→ TRY IT: Restate word for word the lines of the data below, from the first through the one that has "index mcp: (846, 676)".

→ EXERCISE MATERIAL:

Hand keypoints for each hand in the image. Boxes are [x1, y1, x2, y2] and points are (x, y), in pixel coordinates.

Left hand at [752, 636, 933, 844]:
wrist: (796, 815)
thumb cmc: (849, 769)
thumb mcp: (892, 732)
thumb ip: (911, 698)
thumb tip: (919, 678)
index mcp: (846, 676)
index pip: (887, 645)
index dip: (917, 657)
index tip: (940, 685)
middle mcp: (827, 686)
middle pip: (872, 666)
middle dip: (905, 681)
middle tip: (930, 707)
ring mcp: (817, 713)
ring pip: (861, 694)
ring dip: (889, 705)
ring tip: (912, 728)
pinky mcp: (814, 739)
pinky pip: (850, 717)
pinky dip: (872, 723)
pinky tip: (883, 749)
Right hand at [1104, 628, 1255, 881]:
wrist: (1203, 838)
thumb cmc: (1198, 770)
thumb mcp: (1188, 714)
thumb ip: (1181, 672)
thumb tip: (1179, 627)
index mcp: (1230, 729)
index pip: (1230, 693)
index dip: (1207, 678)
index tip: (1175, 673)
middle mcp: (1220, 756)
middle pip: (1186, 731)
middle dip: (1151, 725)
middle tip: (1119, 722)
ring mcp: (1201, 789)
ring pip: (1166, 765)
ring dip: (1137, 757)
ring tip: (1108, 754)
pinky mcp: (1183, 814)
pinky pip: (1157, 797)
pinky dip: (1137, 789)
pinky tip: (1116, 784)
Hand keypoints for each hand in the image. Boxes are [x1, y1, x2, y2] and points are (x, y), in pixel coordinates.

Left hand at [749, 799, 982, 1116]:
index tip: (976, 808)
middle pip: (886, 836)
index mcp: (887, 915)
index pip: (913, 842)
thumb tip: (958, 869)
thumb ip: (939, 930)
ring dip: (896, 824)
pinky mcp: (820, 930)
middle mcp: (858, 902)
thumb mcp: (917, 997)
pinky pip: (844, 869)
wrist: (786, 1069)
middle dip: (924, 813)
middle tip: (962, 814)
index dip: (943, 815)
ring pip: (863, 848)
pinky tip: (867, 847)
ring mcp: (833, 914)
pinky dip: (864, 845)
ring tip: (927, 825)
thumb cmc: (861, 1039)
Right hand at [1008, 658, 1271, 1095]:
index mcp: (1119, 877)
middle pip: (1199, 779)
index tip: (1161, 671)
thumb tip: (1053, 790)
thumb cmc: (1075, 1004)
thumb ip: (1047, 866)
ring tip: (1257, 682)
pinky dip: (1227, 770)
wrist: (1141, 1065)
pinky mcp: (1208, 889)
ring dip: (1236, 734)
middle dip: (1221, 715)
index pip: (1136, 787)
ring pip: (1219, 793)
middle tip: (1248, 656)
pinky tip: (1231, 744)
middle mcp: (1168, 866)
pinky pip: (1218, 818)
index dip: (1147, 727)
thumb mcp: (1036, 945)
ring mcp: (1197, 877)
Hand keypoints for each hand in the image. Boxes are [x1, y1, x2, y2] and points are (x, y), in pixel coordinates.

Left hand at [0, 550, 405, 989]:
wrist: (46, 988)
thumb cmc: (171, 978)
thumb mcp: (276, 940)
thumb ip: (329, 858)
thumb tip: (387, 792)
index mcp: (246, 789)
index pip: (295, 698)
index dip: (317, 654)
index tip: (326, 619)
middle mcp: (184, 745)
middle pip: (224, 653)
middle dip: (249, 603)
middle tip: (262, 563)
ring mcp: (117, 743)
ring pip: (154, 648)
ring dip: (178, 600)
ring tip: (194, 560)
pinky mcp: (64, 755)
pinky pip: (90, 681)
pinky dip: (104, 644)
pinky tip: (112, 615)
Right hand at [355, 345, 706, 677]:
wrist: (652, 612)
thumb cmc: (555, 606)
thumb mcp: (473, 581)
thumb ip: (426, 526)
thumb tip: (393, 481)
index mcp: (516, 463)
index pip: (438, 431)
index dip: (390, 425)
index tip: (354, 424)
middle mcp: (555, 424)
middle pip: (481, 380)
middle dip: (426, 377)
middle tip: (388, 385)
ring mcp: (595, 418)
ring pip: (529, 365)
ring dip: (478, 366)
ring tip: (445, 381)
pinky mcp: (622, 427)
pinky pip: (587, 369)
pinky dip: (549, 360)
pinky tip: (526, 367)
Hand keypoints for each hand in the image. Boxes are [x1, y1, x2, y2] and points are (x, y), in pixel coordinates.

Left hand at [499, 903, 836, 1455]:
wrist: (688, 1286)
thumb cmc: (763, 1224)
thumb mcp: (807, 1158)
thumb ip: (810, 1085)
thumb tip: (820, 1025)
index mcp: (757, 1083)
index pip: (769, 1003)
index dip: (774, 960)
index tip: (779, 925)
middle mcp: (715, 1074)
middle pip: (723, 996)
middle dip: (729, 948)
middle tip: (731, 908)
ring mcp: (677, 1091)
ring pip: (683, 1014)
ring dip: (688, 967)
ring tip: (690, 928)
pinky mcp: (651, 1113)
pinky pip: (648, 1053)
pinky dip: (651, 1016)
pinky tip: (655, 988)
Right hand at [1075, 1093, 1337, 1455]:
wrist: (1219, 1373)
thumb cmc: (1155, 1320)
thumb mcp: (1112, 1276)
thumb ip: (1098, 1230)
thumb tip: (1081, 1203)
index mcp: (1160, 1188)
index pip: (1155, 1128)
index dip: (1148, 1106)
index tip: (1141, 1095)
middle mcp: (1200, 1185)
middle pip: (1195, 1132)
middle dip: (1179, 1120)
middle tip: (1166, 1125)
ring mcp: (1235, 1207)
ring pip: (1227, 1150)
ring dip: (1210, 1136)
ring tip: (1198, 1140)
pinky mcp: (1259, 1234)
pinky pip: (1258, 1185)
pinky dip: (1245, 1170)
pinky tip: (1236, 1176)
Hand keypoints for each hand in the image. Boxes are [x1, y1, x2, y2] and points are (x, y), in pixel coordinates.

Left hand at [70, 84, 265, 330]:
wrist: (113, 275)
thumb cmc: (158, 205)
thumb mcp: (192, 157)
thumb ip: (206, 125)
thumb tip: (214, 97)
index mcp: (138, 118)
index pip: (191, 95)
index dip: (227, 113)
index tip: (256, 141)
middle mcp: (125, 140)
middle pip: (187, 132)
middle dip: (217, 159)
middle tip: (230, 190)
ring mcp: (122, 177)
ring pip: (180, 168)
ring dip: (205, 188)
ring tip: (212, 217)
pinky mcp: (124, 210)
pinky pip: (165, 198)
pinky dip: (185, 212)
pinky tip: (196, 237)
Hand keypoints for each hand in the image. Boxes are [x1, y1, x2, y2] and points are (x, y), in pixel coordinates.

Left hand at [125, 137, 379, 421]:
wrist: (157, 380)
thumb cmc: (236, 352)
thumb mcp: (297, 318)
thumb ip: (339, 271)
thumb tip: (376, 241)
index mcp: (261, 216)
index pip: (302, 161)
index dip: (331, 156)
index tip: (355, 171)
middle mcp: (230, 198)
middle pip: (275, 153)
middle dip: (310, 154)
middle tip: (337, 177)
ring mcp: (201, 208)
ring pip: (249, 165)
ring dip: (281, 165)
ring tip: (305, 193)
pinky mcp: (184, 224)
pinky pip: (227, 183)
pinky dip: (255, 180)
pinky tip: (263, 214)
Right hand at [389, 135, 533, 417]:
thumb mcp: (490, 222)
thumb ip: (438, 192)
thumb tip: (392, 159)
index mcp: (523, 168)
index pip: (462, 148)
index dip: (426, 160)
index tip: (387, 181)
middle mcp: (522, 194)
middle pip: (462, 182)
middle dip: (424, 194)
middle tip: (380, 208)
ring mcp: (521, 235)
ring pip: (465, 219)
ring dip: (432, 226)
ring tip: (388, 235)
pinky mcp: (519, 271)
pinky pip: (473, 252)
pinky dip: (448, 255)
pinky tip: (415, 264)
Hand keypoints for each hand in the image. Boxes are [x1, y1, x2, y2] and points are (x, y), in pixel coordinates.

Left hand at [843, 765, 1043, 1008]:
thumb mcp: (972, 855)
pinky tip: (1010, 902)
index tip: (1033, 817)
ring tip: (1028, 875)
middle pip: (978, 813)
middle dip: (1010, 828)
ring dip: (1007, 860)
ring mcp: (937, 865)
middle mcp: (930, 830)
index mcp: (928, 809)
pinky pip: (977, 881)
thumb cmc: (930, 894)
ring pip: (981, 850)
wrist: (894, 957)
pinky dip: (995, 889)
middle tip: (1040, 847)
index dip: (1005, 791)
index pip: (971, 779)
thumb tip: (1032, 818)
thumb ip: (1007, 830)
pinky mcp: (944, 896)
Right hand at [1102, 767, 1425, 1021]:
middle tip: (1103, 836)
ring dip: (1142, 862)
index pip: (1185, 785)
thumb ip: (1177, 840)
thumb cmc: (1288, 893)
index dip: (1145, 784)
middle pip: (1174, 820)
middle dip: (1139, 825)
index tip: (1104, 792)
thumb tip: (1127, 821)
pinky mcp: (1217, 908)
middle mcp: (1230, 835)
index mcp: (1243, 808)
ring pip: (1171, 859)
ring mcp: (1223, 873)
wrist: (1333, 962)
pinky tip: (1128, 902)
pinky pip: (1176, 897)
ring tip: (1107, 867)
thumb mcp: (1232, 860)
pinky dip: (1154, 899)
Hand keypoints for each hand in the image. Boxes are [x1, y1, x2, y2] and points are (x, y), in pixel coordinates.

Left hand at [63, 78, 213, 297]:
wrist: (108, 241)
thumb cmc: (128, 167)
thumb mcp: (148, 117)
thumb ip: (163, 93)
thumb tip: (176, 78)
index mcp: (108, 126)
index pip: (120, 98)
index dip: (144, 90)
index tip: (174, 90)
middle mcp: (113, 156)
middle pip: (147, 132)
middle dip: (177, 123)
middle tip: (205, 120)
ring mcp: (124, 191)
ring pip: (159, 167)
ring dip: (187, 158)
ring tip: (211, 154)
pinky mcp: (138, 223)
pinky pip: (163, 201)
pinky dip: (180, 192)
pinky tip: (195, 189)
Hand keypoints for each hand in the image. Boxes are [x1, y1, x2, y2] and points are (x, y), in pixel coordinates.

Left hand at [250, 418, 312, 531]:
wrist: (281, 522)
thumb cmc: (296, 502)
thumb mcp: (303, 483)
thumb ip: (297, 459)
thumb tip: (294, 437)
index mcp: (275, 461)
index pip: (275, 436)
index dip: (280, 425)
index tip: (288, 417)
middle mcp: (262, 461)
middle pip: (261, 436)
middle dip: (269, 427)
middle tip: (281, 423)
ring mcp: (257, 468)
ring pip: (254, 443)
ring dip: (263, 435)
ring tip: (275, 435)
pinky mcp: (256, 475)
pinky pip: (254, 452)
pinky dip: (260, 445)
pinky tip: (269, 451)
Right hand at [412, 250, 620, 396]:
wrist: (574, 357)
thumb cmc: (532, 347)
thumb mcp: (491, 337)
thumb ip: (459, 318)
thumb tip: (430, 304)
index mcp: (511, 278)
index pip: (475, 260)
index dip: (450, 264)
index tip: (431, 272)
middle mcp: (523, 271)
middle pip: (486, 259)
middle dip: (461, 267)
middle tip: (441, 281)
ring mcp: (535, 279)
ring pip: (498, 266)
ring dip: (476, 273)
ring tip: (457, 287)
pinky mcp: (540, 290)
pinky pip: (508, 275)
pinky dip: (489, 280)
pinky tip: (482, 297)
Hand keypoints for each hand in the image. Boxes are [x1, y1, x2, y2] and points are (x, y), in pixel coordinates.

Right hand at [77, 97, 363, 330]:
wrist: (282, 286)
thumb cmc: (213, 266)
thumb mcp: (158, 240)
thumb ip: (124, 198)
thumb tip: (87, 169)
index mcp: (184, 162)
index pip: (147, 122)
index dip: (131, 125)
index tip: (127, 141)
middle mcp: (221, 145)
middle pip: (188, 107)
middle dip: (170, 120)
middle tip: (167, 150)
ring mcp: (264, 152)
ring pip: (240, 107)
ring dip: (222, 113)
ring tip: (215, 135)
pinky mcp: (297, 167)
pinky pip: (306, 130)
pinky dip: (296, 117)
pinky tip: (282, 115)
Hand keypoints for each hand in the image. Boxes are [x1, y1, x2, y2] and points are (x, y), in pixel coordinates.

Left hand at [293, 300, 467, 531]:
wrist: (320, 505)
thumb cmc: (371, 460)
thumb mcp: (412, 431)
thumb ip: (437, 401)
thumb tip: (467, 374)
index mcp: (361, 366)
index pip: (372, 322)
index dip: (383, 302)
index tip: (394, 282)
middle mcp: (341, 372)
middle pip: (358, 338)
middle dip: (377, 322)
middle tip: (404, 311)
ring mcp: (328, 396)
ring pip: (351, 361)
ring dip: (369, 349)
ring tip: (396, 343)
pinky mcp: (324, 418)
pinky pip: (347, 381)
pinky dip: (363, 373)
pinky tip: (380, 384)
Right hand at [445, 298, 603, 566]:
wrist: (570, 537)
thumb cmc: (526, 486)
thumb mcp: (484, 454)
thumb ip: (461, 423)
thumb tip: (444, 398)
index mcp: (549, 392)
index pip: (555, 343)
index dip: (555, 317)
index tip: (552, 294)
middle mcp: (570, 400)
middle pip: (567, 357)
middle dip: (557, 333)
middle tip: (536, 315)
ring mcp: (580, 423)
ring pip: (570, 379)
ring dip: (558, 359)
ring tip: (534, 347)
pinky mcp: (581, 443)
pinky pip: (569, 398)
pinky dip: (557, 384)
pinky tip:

→ RESPONSE:
Hand keypoints for each hand in the image. Boxes are [x1, y1, x2, y2] and points are (x, y), in pixel coordinates.

Left hand at [752, 636, 933, 844]:
wrist: (796, 815)
thumb cmc: (849, 769)
thumb mcp: (892, 732)
thumb ip: (911, 698)
thumb tip: (919, 678)
index mcp: (846, 676)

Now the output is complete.